40 E Elias lhe disse: lançai mão dos profetas de Baal, que nenhum deles escape. E lançaram mão deles: e Elias os fez descer ao ribeiro de Kison, e ali os matou.
En Elia zeide tot hen: Grijpt de profeten van Baal, dat niemand van hen ontkome. En zij grepen ze; en Elia voerde hen af naar de beek Kison, en slachtte hen aldaar.
41 Então disse Elias a Achab: Sobe, come e bebe, porque ruído há de uma abundante chuva.
Daarna zeide Elia tot Achab: Trek op, eet en drink; want er is een geruis van een overvloedigen regen.
42 E Achab subiu a comer e a beber; mas Elias subiu ao cume do Carmelo, e se inclinou por terra, e meteu o seu rosto entre os seus joelhos.
Alzo toog Achab op, om te eten en te drinken; maar Elia ging op naar de hoogte van Karmel, en breidde zich uit voorwaarts ter aarde; daarna legde hij zijn aangezicht tussen zijn knieen.
43 E disse ao seu moço: Sobe agora, e olha para a banda do mar. E subiu, e olhou, e disse: Não há nada. Então disse ele: Torna sete vezes.
En hij zeide tot zijn jongen: Ga nu op, en zie uit naar de zee. Toen ging hij op, en zag uit, en zeide: Er is niets. Toen zeide hij: Ga weder henen, zevenmaal.
44 E sucedeu que, à sétima vez, disse: Eis aqui uma pequena nuvem, como a mão dum homem, subindo do mar. Então disse ele: Sobe, e dize a Achab: aparelha o teu carro, e desce, para que a chuva te não apanhe.

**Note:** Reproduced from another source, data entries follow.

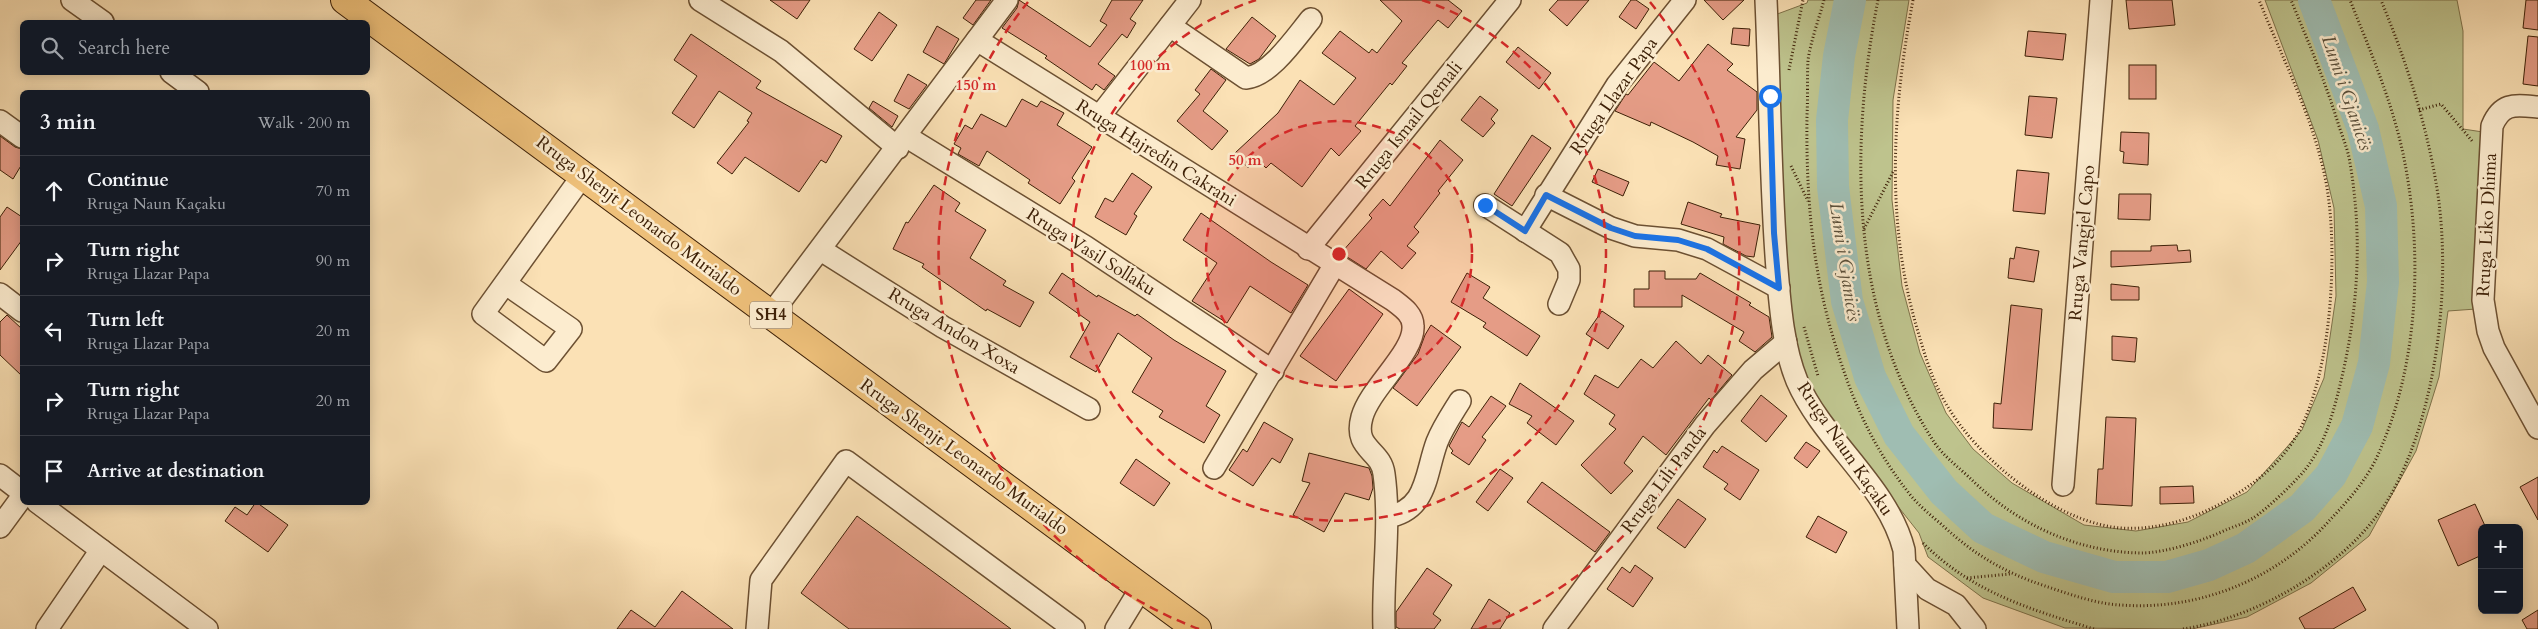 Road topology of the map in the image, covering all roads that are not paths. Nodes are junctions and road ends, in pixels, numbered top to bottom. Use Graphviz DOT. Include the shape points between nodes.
graph roads {
  1 [pos="72,0"];
  2 [pos="346,0"];
  3 [pos="700,0"];
  4 [pos="1007,0"];
  5 [pos="1190,0"];
  6 [pos="1510,0"];
  7 [pos="1685,0"];
  8 [pos="1766,0"];
  9 [pos="2101,0"];
  10 [pos="1311,19"];
  11 [pos="100,20"];
  12 [pos="1170,26"];
  13 [pos="977,40"];
  14 [pos="175,75"];
  15 [pos="195,90"];
  16 [pos="2538,107"];
  17 [pos="1099,117"];
  18 [pos="0,121"];
  19 [pos="20,136"];
  20 [pos="902,142"];
  21 [pos="583,175"];
  22 [pos="1546,195"];
  23 [pos="1485,205"];
  24 [pos="1525,231"];
  25 [pos="1308,249"];
  26 [pos="821,250"];
  27 [pos="1335,264"];
  28 [pos="506,284"];
  29 [pos="1779,288"];
  30 [pos="0,294"];
  31 [pos="1559,304"];
  32 [pos="20,309"];
  33 [pos="771,314"];
  34 [pos="1786,342"];
  35 [pos="1273,371"];
  36 [pos="1460,401"];
  37 [pos="1089,409"];
  38 [pos="2538,428"];
  39 [pos="1214,468"];
  40 [pos="0,475"];
  41 [pos="2064,485"];
  42 [pos="20,490"];
  43 [pos="20,500"];
  44 [pos="41,505"];
  45 [pos="1386,517"];
  46 [pos="0,527"];
  47 [pos="101,550"];
  48 [pos="1904,565"];
  49 [pos="1141,588"];
  50 [pos="47,629"];
  51 [pos="208,629"];
  52 [pos="757,629"];
  53 [pos="1074,629"];
  54 [pos="1116,629"];
  55 [pos="1197,629"];
  56 [pos="1384,629"];
  57 [pos="1554,629"];
  58 [pos="1908,629"];
  59 [pos="1975,629"];
  1 -- 11 [label="street"];
  2 -- 21 [label="main road, Rruga Shenjt Leonardo Murialdo / SH4"];
  3 -- 20 [label="street, Rruga Vasil Sollaku" via="781,51"];
  4 -- 13 [label="street"];
  5 -- 12 [label="street"];
  6 -- 25 [label="street, Rruga Ismail Qemali"];
  7 -- 22 [label="street, Rruga Llazar Papa" via="1617,85"];
  8 -- 29 [label="street, Rruga Naun Kaçaku" via="1774,233"];
  9 -- 41 [label="street, Rruga Vangjel Capo"];
  10 -- 12 [label="street" via="1265,70 1246,78"];
  12 -- 17 [label="street"];
  13 -- 17 [label="street, Rruga Hajredin Cakrani"];
  13 -- 20 [label="street"];
  14 -- 15 [label="street"];
  16 -- 38 [label="street, Rruga Liko Dhima" via="2505,108 2497,114 2492,126 2482,300 2488,331 2503,367"];
  17 -- 25 [label="street, Rruga Hajredin Cakrani"];
  18 -- 19 [label="street"];
  20 -- 26 [label="street"];
  20 -- 35 [label="street, Rruga Vasil Sollaku" via="1102,258"];
  21 -- 28 [label="street"];
  21 -- 33 [label="main road, Rruga Shenjt Leonardo Murialdo / SH4"];
  22 -- 24 [label="street, Rruga Llazar Papa"];
  22 -- 29 [label="street" via="1611,228 1635,236 1678,240 1707,249"];
  23 -- 24 [label="street"];
  24 -- 31 [label="street" via="1551,246 1565,260 1569,269 1568,280"];
  25 -- 27 [label="street, Rruga Hajredin Cakrani"];
  26 -- 33 [label="street"];
  26 -- 37 [label="street, Rruga Andon Xoxa" via="943,327"];
  27 -- 35 [label="street"];
  27 -- 45 [label="street, Rruga Hajredin Cakrani" via="1405,309 1414,326 1407,346 1366,406 1360,427 1362,443 1382,465"];
  29 -- 34 [label="street, Rruga Naun Kaçaku"];
  30 -- 32 [label="street"];
  33 -- 49 [label="main road, Rruga Shenjt Leonardo Murialdo / SH4"];
  34 -- 48 [label="street, Rruga Naun Kaçaku" via="1797,381 1809,402 1894,522 1902,543"];
  34 -- 57 [label="street, Rruga Lili Panda" via="1753,370 1705,426"];
  35 -- 39 [label="street"];
  36 -- 45 [label="street" via="1437,443 1416,503 1406,512"];
  40 -- 42 [label="street"];
  43 -- 46 [label="street"];
  44 -- 47 [label="street"];
  45 -- 56 [label="street, Rruga Hajredin Cakrani"];
  47 -- 50 [label="street"];
  47 -- 51 [label="street"];
  48 -- 58 [label="street, Rruga Naun Kaçaku"];
  48 -- 59 [label="street" via="1927,588 1956,605"];
  49 -- 54 [label="street"];
  49 -- 55 [label="main road, Rruga Shenjt Leonardo Murialdo / SH4"];
  52 -- 53 [label="street" via="761,580 846,460"];
}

En het geschiedde op de zevende maal, dat hij zeide: Zie, een kleine wolk, als eens mans hand, gaat op van de zee. En hij zeide: Ga op, zeg tot Achab: Span aan, en kom af, dat u de regen niet ophoude.
45 E sucedeu que, entretanto, os céus se enegreceram com nuvens e vento, e veio uma grande chuva: e Achab subiu ao carro, e foi para Jezreel.
En het geschiedde ondertussen, dat de hemel van wolken en wind zwart werd; en er kwam een grote regen; en Achab reed weg, en toog naar Jizreel.
46 E a mão do Senhor estava sobre Elias, o qual cingiu os lombos, e veio correndo perante Achab, até à entrada de Jezreel.
En de hand des HEEREN was over Elia, en hij gordde zijn lenden, en liep voor het aangezicht van Achab henen, tot daar men te Jizreel komt.